American comic strip by Jo Fischer

From 9 To 5 was an American single-panel comic strip series by Chicago comic strip artist Jo Fischer (1900-1987). Distributed by Field Newspaper Syndicate, at its peak the cartoon was carried by 100 newspapers. From 9 to 5 featured shapely secretaries and their lives in and out of the office. It ran for over 30 years from June 17, 1946, to "some time in 1971."

==Plot and characters==
From 9 To 5 was a gag-a-day single panel strip focusing on a shapely office secretary named Hysteria, her equally fit best friend Deleria, and their daily interactions with life, at the office of Wump Widgets, with Mr. Wump, the boss, at lunch, in the market, after work, and so forth. Boyfriends were mentioned but rarely shown.

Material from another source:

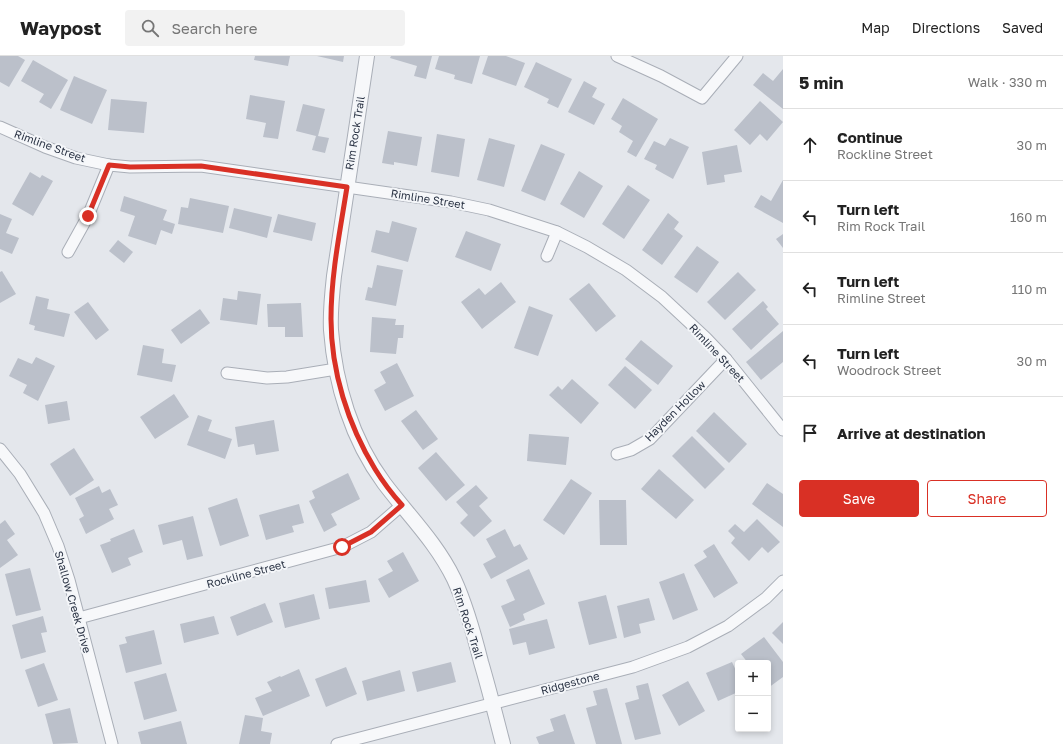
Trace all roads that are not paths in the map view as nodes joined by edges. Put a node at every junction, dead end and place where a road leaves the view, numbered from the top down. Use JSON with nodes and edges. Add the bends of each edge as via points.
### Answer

The characters were drawn in a cartoony style (men's faces was little more than a group of circles and half circles) but great attention was given to the girls' clothes styles with them wearing a wide variety of designer jackets, sweaters and blouses, all, invariably, over tight-fitting calf-length black skirts with legs faintly outlined. The women were drawn with bat-wing eyelashes and ankle-twisting high-heels.

== Jo Fischer ==
The long-lived strip was drawn by Jo Fischer, Chicago artist and cartoonist for almost 60 years. Fischer included the names of fans and correspondents in a "From 9 To 5 Club" in signs on the sides of desks and regularly thanked contributors by name and location for gag ideas in the panel margins.

Fischer retired in the 1970s. A lifelong resident of Highland Park, Fischer died Wednesday, 25 March 1987, in a Deerfield nursing home.